Bacillus subtilis DinG 3′⟶5′ Exo(ribo)nuclease: A Helpmate to Mitigate Replication Stress
Begoña Carrasco, Rubén Torres, María López-Sanz, Rogelio Hernández-Tamayo, Peter L. Graumann, Juan C. Alonso

TL;DR
This paper explores how the enzyme DinG in Bacillus subtilis helps reduce replication stress by degrading RNA-DNA hybrids and working with other proteins during DNA repair.
Contribution
The study reveals DinG's role in degrading R-loops and its physical interaction with RecA and TLS polymerases to mitigate replication stress.
Findings
DinG degrades RNA strands in RNA–DNA hybrids and removes genomic R-loops.
DinG interacts with RecA and TLS DNA polymerases to respond to DNA damage.

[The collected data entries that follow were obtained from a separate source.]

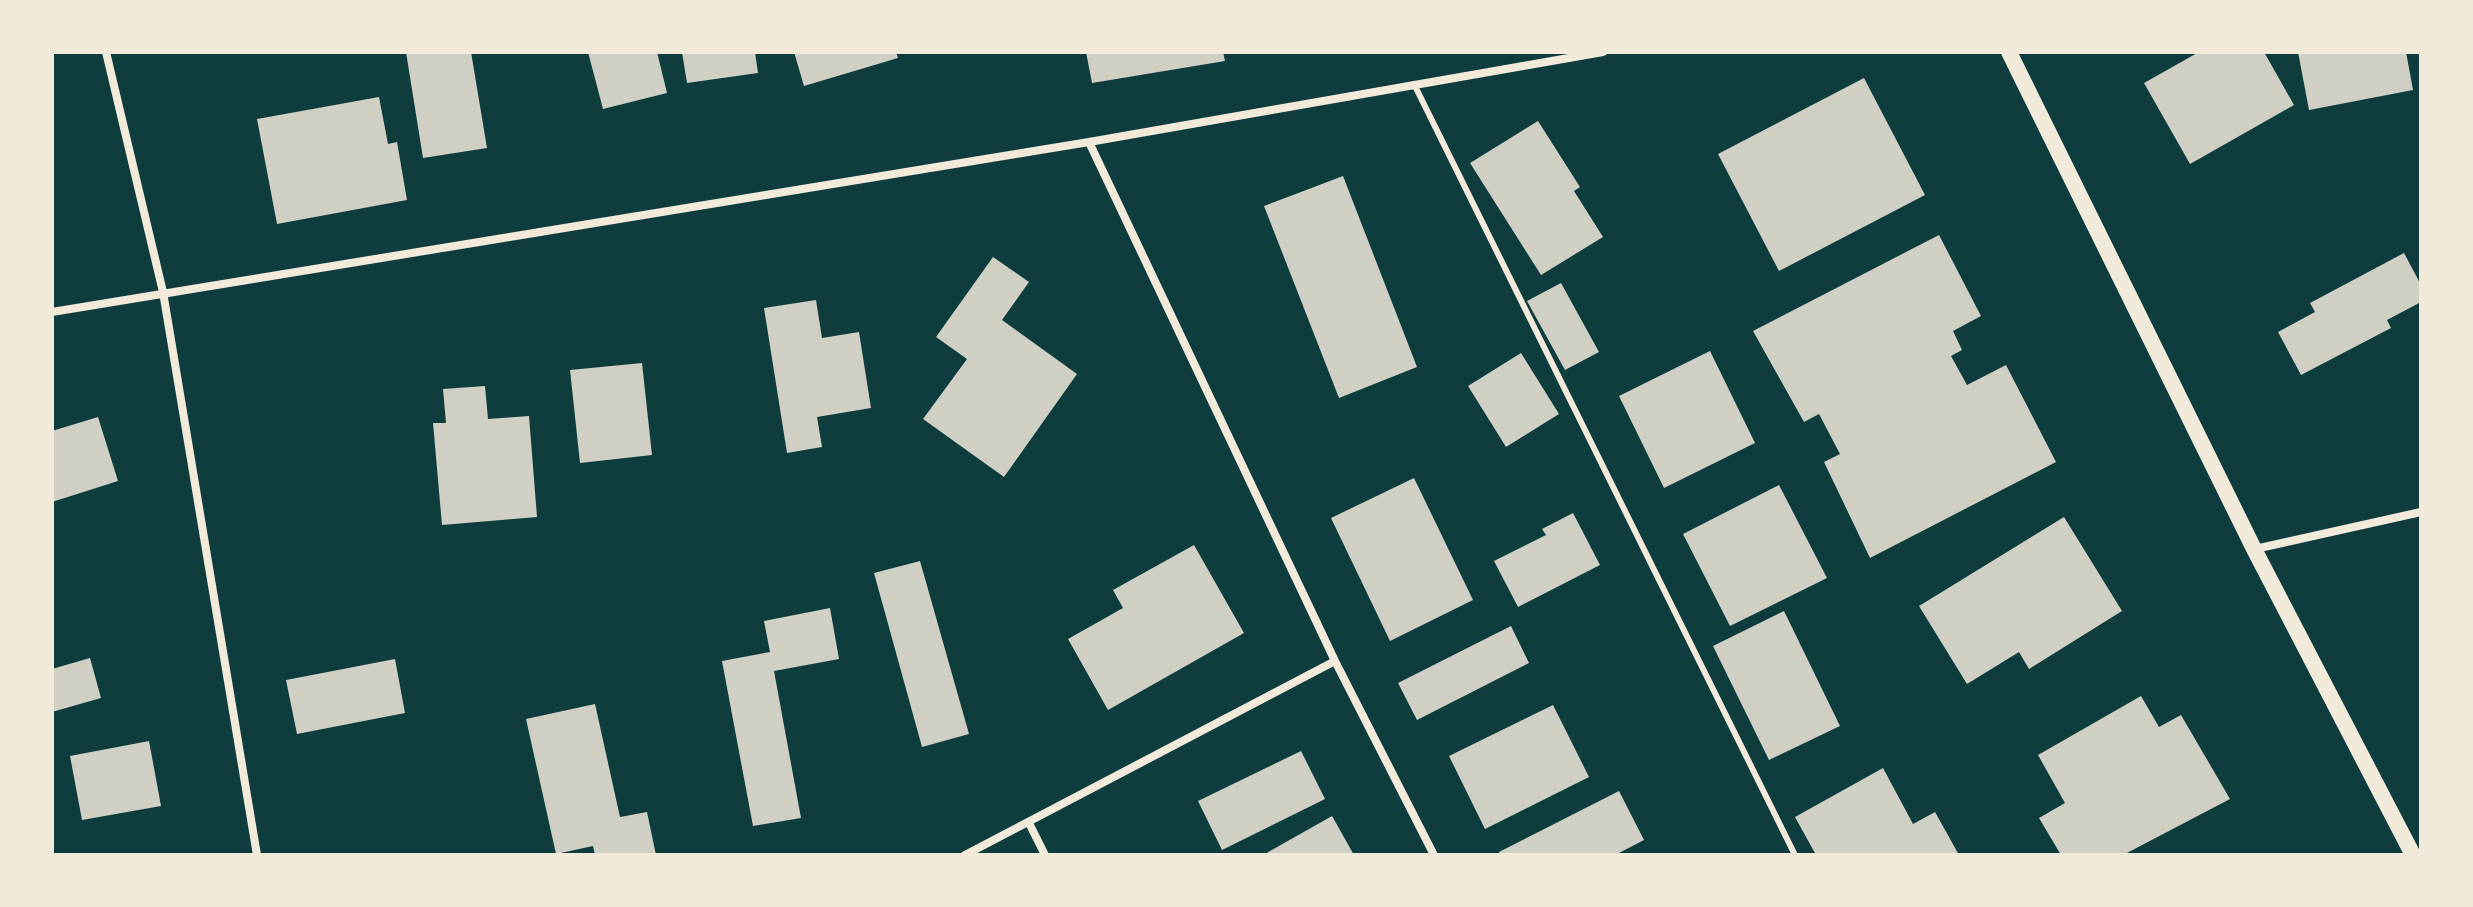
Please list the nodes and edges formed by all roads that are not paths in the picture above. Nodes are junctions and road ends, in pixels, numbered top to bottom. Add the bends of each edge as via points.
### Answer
1 (106, 52) edge
2 (1603, 52) edge
3 (2009, 52) edge
4 (1414, 84) junction
5 (1089, 142) junction
6 (163, 292) junction
7 (52, 312) edge
8 (2421, 512) edge
9 (2254, 549) junction
10 (1335, 661) junction
11 (1029, 823) junction
12 (2410, 854) edge
13 (257, 855) edge
14 (965, 855) edge
15 (1045, 855) edge
16 (1434, 855) edge
17 (1795, 855) edge

1 - 6 street
2 - 4 street
3 - 9 main road
4 - 5 street
4 - 17 lane
5 - 6 street
5 - 10 street
6 - 7 street
6 - 13 street
8 - 9 street
9 - 12 main road
10 - 11 street
10 - 16 street
11 - 14 street
11 - 15 street

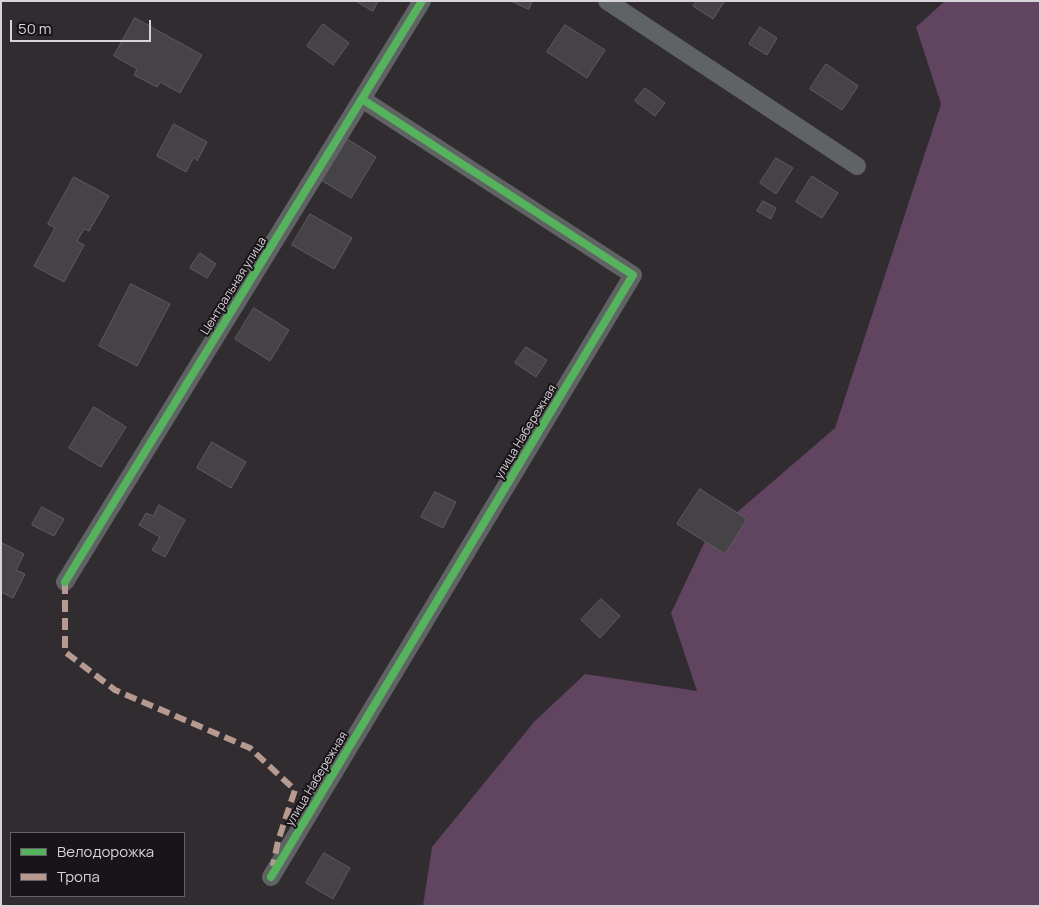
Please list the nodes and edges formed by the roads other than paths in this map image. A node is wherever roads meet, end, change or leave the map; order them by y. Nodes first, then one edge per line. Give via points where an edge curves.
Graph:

DinG forms foci at replication forks under stress conditions like MMS treatment.
Abstract
Bacillus subtilis DinG/XPD-like paralogues, DinG and YpvA, have been implicated in overcoming replication stress. DinG possesses a DEDD exonuclease and DNA helicase domains, whereas YpvA lacks the DEDD exonuclease domain. We report that DinG·Mg2+ (hereafter referred to as DinG) degrades linear single-stranded (lss) DNA with 3′→5′ polarity and binds lssDNA with higher affinity than its exonuclease-deficient mutant DinG D10A E12A. DinG’s ssDNA-dependent ATPase activity neither stimulates nor inhibits DNA degradation. When bound to the 3′-end of forked DNA, DinG destabilises and degrades the substrate; however, in the presence of ATP, DinG dissociates before reaching the duplex junction. DinG degrades the RNA strand within RNA–DNA hybrids but does not cleave lssRNA unless complexed with Mn2+. DinG removes genomic R-loops, as RnhC and PcrA do. DinG physically interacts with RecA and PolA…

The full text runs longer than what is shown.